Problem description
Please repeat the entire listing verbatim and keep the pictures out.

─── Input ───

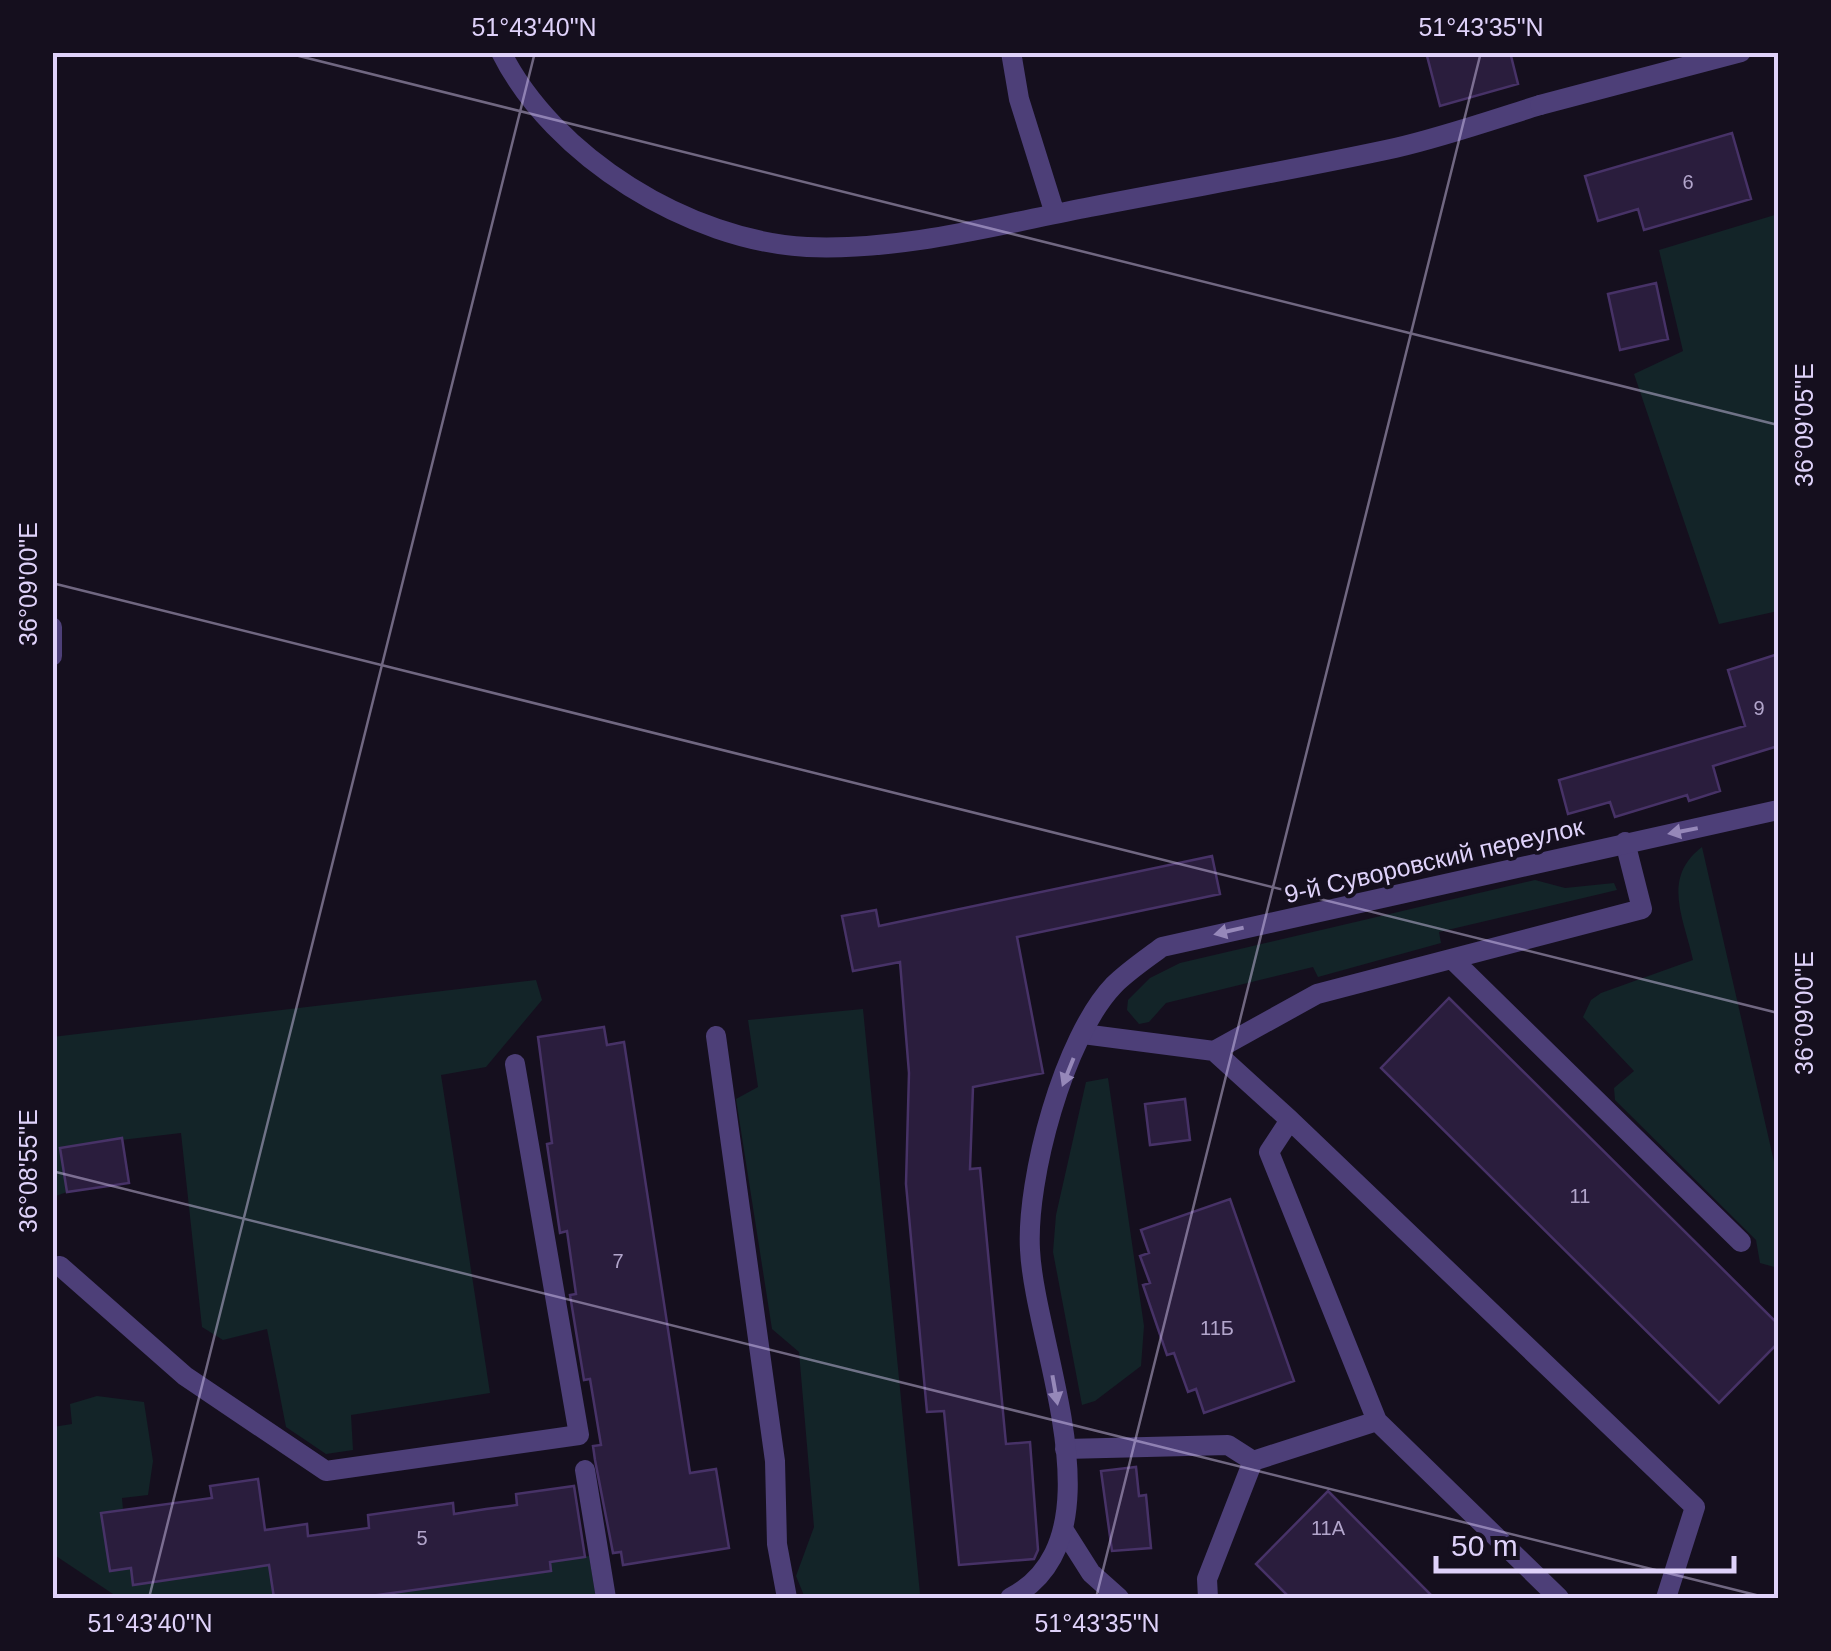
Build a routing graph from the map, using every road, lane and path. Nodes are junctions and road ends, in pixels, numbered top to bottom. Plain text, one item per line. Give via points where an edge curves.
1 (501, 52) edge
2 (1011, 52) edge
3 (1741, 52) edge
4 (1054, 214) junction
5 (52, 626) edge
6 (52, 656) edge
7 (1778, 810) edge
8 (1625, 842) junction
9 (1452, 959) junction
10 (1082, 1034) junction
11 (716, 1036) dead end
12 (1214, 1051) junction
13 (515, 1064) dead end
14 (1290, 1120) junction
15 (1741, 1242) dead end
16 (52, 1267) edge
17 (1377, 1421) junction
18 (1065, 1449) junction
19 (1253, 1461) junction
20 (584, 1470) dead end
21 (1065, 1532) junction
22 (606, 1598) edge
23 (788, 1598) edge
24 (1010, 1598) edge
25 (1118, 1598) edge
26 (1208, 1598) edge
27 (1558, 1598) edge
28 (1666, 1598) edge

1 - 4 street via 524,95 584,158 738,235 804,247 878,246
2 - 4 street
3 - 4 street via 1398,147
5 - 6 street
7 -> 8 street, 9-й Суворовский переулок
8 - 9 street via 1642,909
8 -> 10 street, 9-й Суворовский переулок via 1162,947 1113,986
9 - 12 street via 1317,994
9 - 15 street
10 - 12 street
10 -> 18 street, 9-й Суворовский переулок via 1057,1098 1036,1183 1030,1250
11 - 23 street
12 - 14 street
13 - 16 street via 579,1435 326,1471 186,1376 60,1266
14 - 17 street via 1269,1152
14 - 28 street via 1695,1507
17 - 19 street
17 - 27 street
18 - 19 street via 1228,1446
18 - 21 street, 9-й Суворовский переулок
19 - 26 street via 1207,1580
20 - 22 street
21 - 24 street via 1040,1580
21 - 25 street via 1090,1573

───

Solution
Build a routing graph from the map, using every road, lane and path. Nodes are junctions and road ends, in pixels, numbered top to bottom. Plain text, one item per line. Give via points where an edge curves.
1 (501, 52) edge
2 (1011, 52) edge
3 (1741, 52) edge
4 (1054, 214) junction
5 (52, 626) edge
6 (52, 656) edge
7 (1778, 810) edge
8 (1625, 842) junction
9 (1452, 959) junction
10 (1082, 1034) junction
11 (716, 1036) dead end
12 (1214, 1051) junction
13 (515, 1064) dead end
14 (1290, 1120) junction
15 (1741, 1242) dead end
16 (52, 1267) edge
17 (1377, 1421) junction
18 (1065, 1449) junction
19 (1253, 1461) junction
20 (584, 1470) dead end
21 (1065, 1532) junction
22 (606, 1598) edge
23 (788, 1598) edge
24 (1010, 1598) edge
25 (1118, 1598) edge
26 (1208, 1598) edge
27 (1558, 1598) edge
28 (1666, 1598) edge

1 - 4 street via 524,95 584,158 738,235 804,247 878,246
2 - 4 street
3 - 4 street via 1398,147
5 - 6 street
7 -> 8 street, 9-й Суворовский переулок
8 - 9 street via 1642,909
8 -> 10 street, 9-й Суворовский переулок via 1162,947 1113,986
9 - 12 street via 1317,994
9 - 15 street
10 - 12 street
10 -> 18 street, 9-й Суворовский переулок via 1057,1098 1036,1183 1030,1250
11 - 23 street
12 - 14 street
13 - 16 street via 579,1435 326,1471 186,1376 60,1266
14 - 17 street via 1269,1152
14 - 28 street via 1695,1507
17 - 19 street
17 - 27 street
18 - 19 street via 1228,1446
18 - 21 street, 9-й Суворовский переулок
19 - 26 street via 1207,1580
20 - 22 street
21 - 24 street via 1040,1580
21 - 25 street via 1090,1573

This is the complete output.